#### Task details:
Make an exact copy of the records that follow, with each picture omitted.

───── Record excerpts

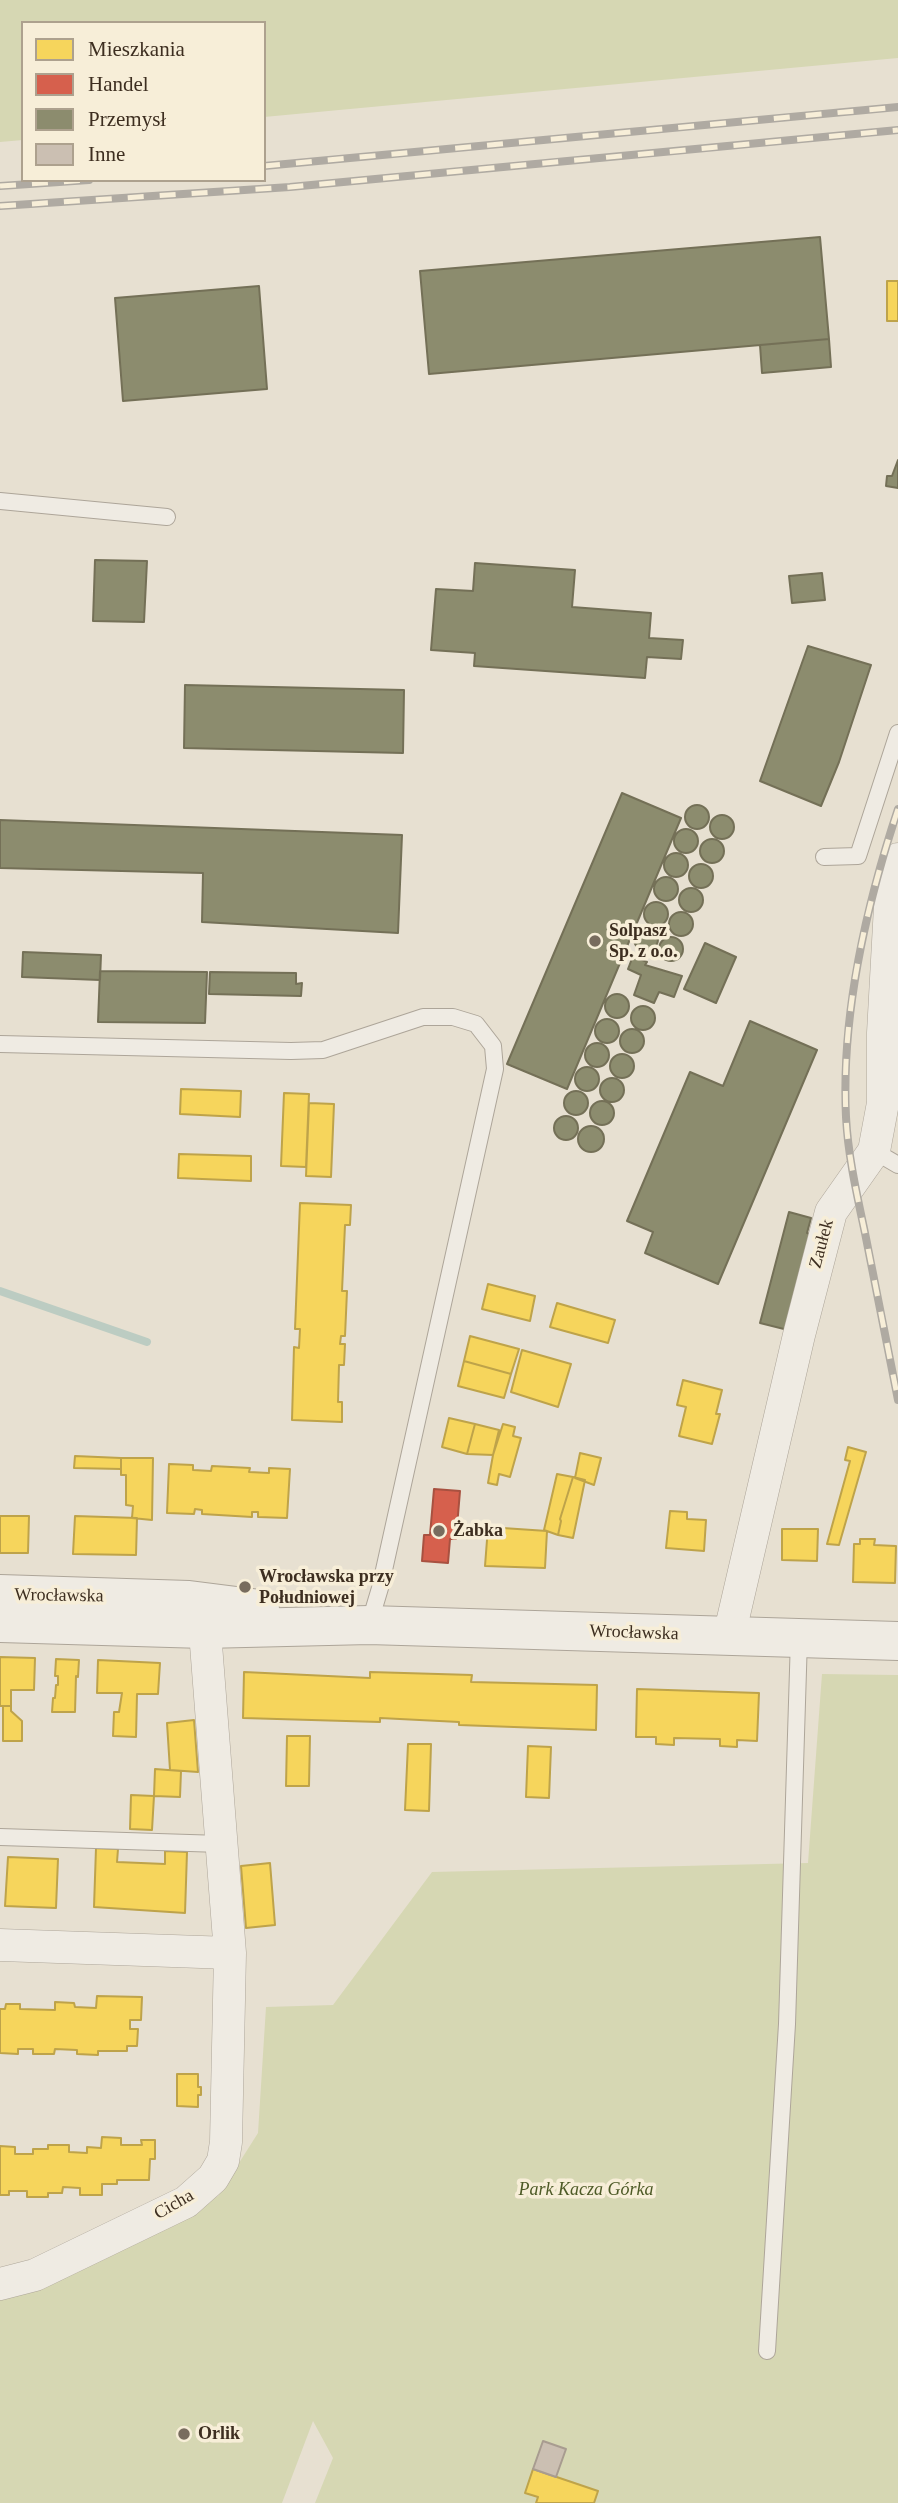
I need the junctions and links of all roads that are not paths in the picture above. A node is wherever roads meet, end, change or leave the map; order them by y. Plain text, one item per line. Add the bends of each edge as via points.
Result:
1 (0, 501) edge
2 (167, 517) dead end
3 (898, 733) edge
4 (824, 857) dead end
5 (898, 859) edge
6 (0, 1044) edge
7 (886, 1158) edge
8 (0, 1594) edge
9 (203, 1615) junction
10 (0, 1623) edge
11 (369, 1625) junction
12 (729, 1636) junction
13 (799, 1638) junction
14 (898, 1641) edge
15 (0, 1837) edge
16 (221, 1844) junction
17 (0, 1945) edge
18 (230, 1953) junction
19 (0, 2284) edge
20 (767, 2351) dead end

1 - 2 lane
3 - 4 lane via 858,856
5 - 7 street, Zaułek via 891,888 883,1033
6 - 11 lane via 323,1050 423,1017 453,1017 476,1024 493,1046 495,1069
7 - 12 street, Zaułek via 831,1212
8 - 9 street, Wrocławska
9 - 10 street, Wrocławska
9 - 11 street, Wrocławska
9 - 16 street, Cicha
11 - 12 street, Wrocławska
12 - 13 street, Wrocławska
13 - 14 street, Wrocławska
13 - 20 lane via 786,2037
15 - 16 lane
16 - 18 street, Cicha
17 - 18 street
18 - 19 street, Cicha via 226,2142 223,2161 213,2178 186,2202 35,2275

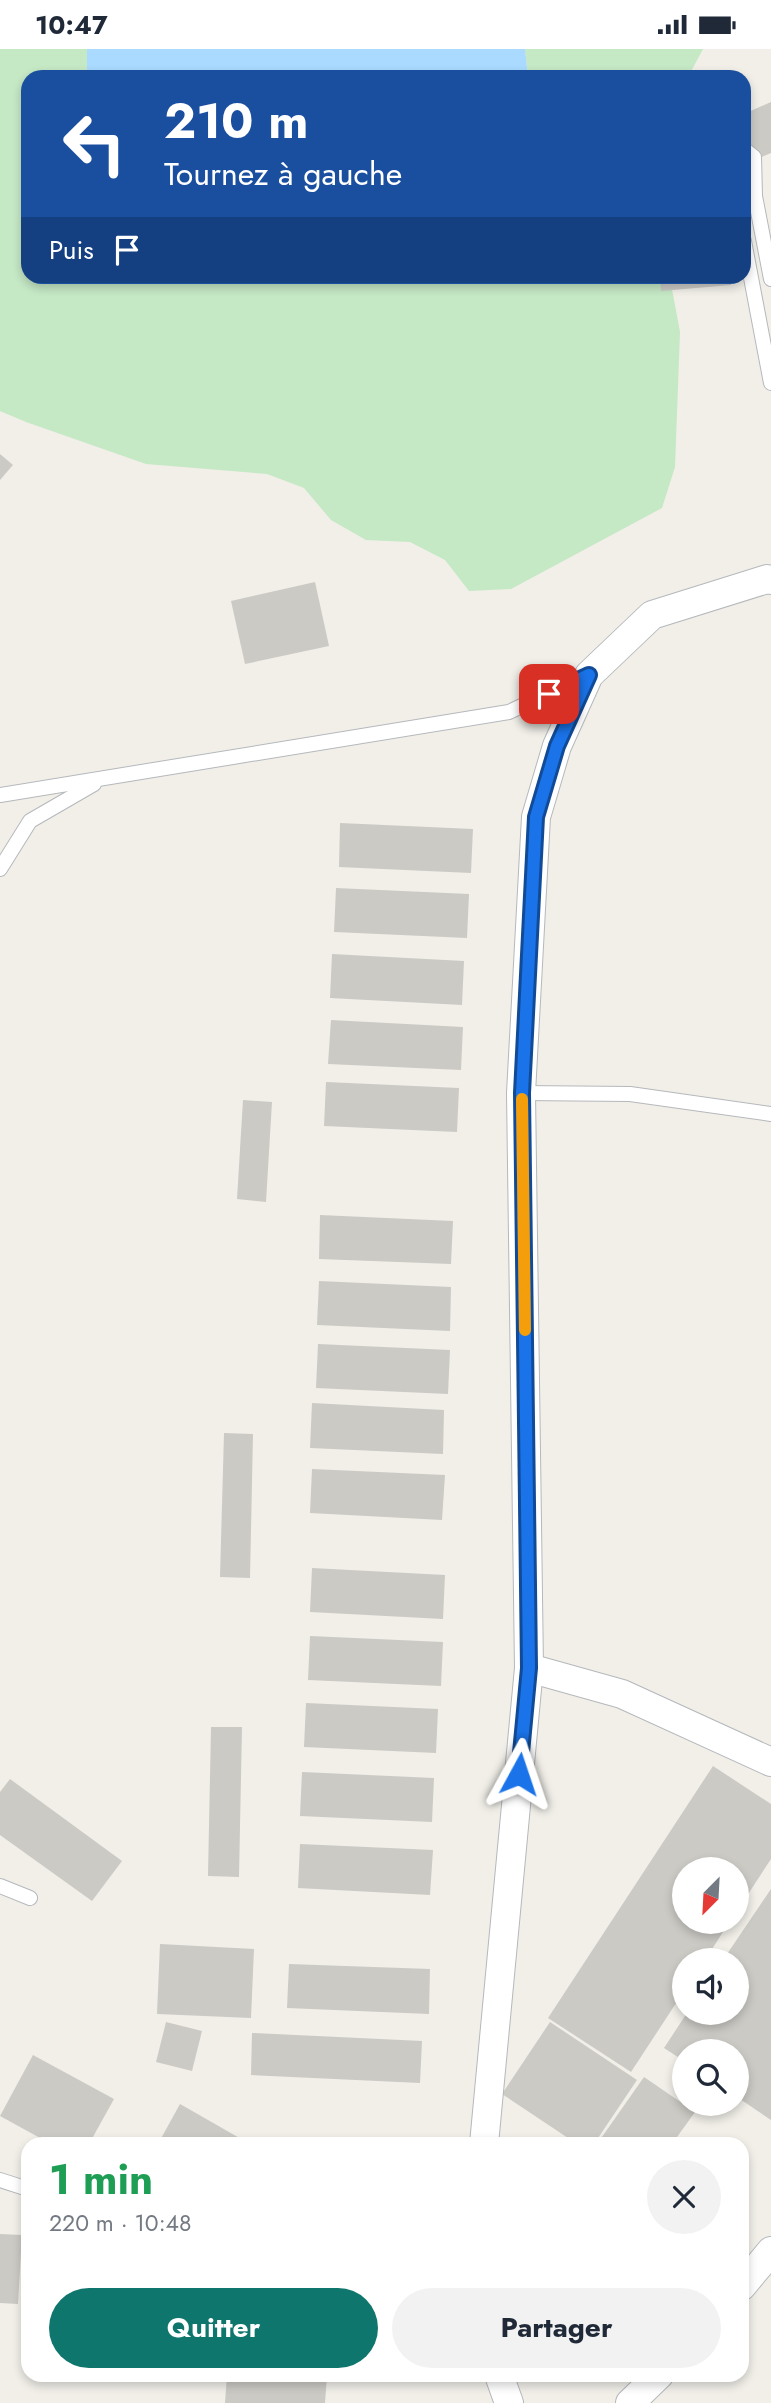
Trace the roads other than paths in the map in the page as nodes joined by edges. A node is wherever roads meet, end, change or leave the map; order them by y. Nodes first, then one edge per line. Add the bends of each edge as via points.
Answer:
1 (751, 155) edge
2 (751, 278) edge
3 (771, 279) edge
4 (771, 383) edge
5 (770, 577) edge
6 (589, 675) junction
7 (101, 780) junction
8 (0, 796) edge
9 (0, 869) edge
10 (522, 1093) junction
11 (771, 1114) edge
12 (529, 1668) junction
13 (771, 1762) edge
14 (0, 1886) edge
15 (30, 1898) dead end
16 (485, 2137) edge
17 (0, 2180) edge
18 (21, 2187) edge
19 (771, 2251) edge
20 (749, 2278) edge
21 (502, 2382) edge
22 (652, 2382) edge
23 (509, 2403) edge
24 (630, 2403) edge

1 - 3 lane
2 - 4 lane
5 - 6 street via 652,615
6 - 7 lane via 509,712
6 - 10 street via 557,746 536,817
7 - 8 lane
7 - 9 lane via 30,821
10 - 11 lane via 630,1094
10 - 12 street
12 - 13 street via 622,1694
12 - 16 street
14 - 15 lane
17 - 18 lane
19 - 20 street
21 - 23 street
22 - 24 street

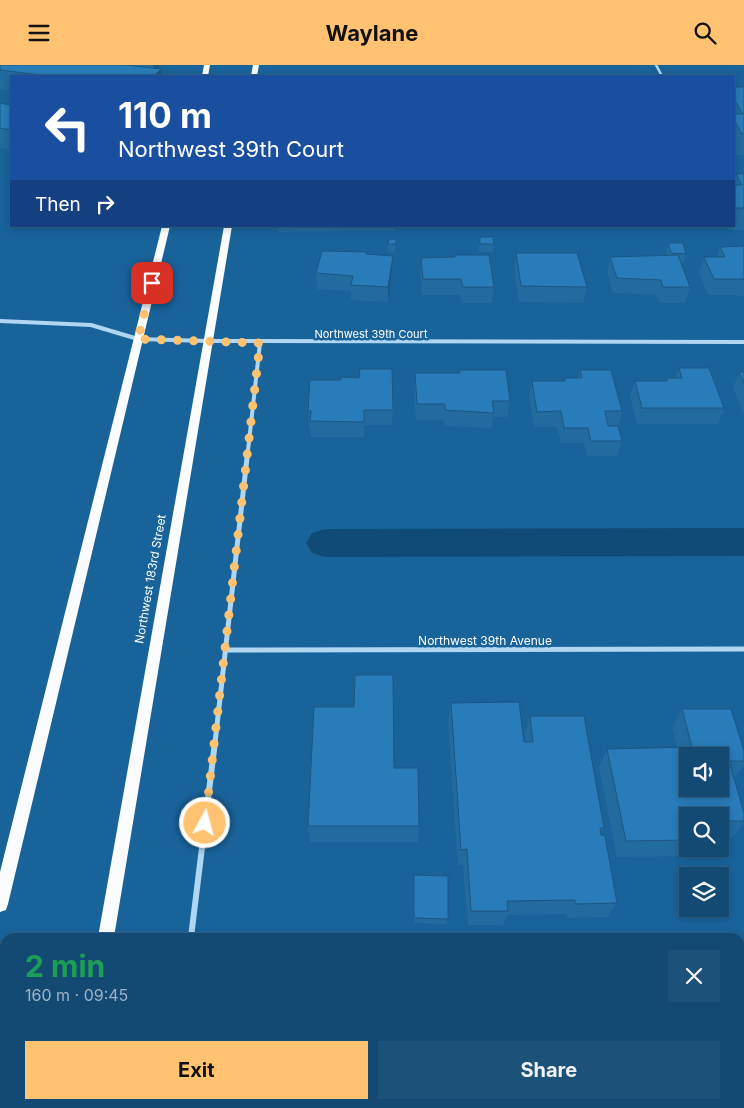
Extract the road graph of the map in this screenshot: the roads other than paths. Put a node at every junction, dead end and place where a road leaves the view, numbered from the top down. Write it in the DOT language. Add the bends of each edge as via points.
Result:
graph roads {
  1 [pos="166,227"];
  2 [pos="228,227"];
  3 [pos="0,321"];
  4 [pos="138,339"];
  5 [pos="207,341"];
  6 [pos="744,342"];
  7 [pos="260,343"];
  8 [pos="744,649"];
  9 [pos="226,650"];
  10 [pos="0,904"];
  11 [pos="107,933"];
  12 [pos="191,933"];
  1 -- 4 [label="main road"];
  2 -- 5 [label="main road, Northwest 183rd Street"];
  3 -- 4 [label="street, Northwest 39th Court" via="91,325"];
  4 -- 5 [label="street, Northwest 39th Court"];
  4 -- 10 [label="main road"];
  5 -- 7 [label="street, Northwest 39th Court"];
  5 -- 11 [label="main road, Northwest 183rd Street"];
  6 -- 7 [label="street, Northwest 39th Court"];
  7 -- 9 [label="street"];
  8 -- 9 [label="street, Northwest 39th Avenue"];
  9 -- 12 [label="street"];
}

──────────

#### Solution to this exercise:
I need the junctions and links of all roads that are not paths in the picture above. A node is wherever roads meet, end, change or leave the map; order them by y. Plain text, one item per line. Add the bends of each edge as via points.
Result:
1 (0, 501) edge
2 (167, 517) dead end
3 (898, 733) edge
4 (824, 857) dead end
5 (898, 859) edge
6 (0, 1044) edge
7 (886, 1158) edge
8 (0, 1594) edge
9 (203, 1615) junction
10 (0, 1623) edge
11 (369, 1625) junction
12 (729, 1636) junction
13 (799, 1638) junction
14 (898, 1641) edge
15 (0, 1837) edge
16 (221, 1844) junction
17 (0, 1945) edge
18 (230, 1953) junction
19 (0, 2284) edge
20 (767, 2351) dead end

1 - 2 lane
3 - 4 lane via 858,856
5 - 7 street, Zaułek via 891,888 883,1033
6 - 11 lane via 323,1050 423,1017 453,1017 476,1024 493,1046 495,1069
7 - 12 street, Zaułek via 831,1212
8 - 9 street, Wrocławska
9 - 10 street, Wrocławska
9 - 11 street, Wrocławska
9 - 16 street, Cicha
11 - 12 street, Wrocławska
12 - 13 street, Wrocławska
13 - 14 street, Wrocławska
13 - 20 lane via 786,2037
15 - 16 lane
16 - 18 street, Cicha
17 - 18 street
18 - 19 street, Cicha via 226,2142 223,2161 213,2178 186,2202 35,2275

Trace the roads other than paths in the map in the page as nodes joined by edges. A node is wherever roads meet, end, change or leave the map; order them by y. Nodes first, then one edge per line. Add the bends of each edge as via points.
Answer:
1 (751, 155) edge
2 (751, 278) edge
3 (771, 279) edge
4 (771, 383) edge
5 (770, 577) edge
6 (589, 675) junction
7 (101, 780) junction
8 (0, 796) edge
9 (0, 869) edge
10 (522, 1093) junction
11 (771, 1114) edge
12 (529, 1668) junction
13 (771, 1762) edge
14 (0, 1886) edge
15 (30, 1898) dead end
16 (485, 2137) edge
17 (0, 2180) edge
18 (21, 2187) edge
19 (771, 2251) edge
20 (749, 2278) edge
21 (502, 2382) edge
22 (652, 2382) edge
23 (509, 2403) edge
24 (630, 2403) edge

1 - 3 lane
2 - 4 lane
5 - 6 street via 652,615
6 - 7 lane via 509,712
6 - 10 street via 557,746 536,817
7 - 8 lane
7 - 9 lane via 30,821
10 - 11 lane via 630,1094
10 - 12 street
12 - 13 street via 622,1694
12 - 16 street
14 - 15 lane
17 - 18 lane
19 - 20 street
21 - 23 street
22 - 24 street

Extract the road graph of the map in this screenshot: the roads other than paths. Put a node at every junction, dead end and place where a road leaves the view, numbered from the top down. Write it in the DOT language. Add the bends of each edge as via points.
Result:
graph roads {
  1 [pos="166,227"];
  2 [pos="228,227"];
  3 [pos="0,321"];
  4 [pos="138,339"];
  5 [pos="207,341"];
  6 [pos="744,342"];
  7 [pos="260,343"];
  8 [pos="744,649"];
  9 [pos="226,650"];
  10 [pos="0,904"];
  11 [pos="107,933"];
  12 [pos="191,933"];
  1 -- 4 [label="main road"];
  2 -- 5 [label="main road, Northwest 183rd Street"];
  3 -- 4 [label="street, Northwest 39th Court" via="91,325"];
  4 -- 5 [label="street, Northwest 39th Court"];
  4 -- 10 [label="main road"];
  5 -- 7 [label="street, Northwest 39th Court"];
  5 -- 11 [label="main road, Northwest 183rd Street"];
  6 -- 7 [label="street, Northwest 39th Court"];
  7 -- 9 [label="street"];
  8 -- 9 [label="street, Northwest 39th Avenue"];
  9 -- 12 [label="street"];
}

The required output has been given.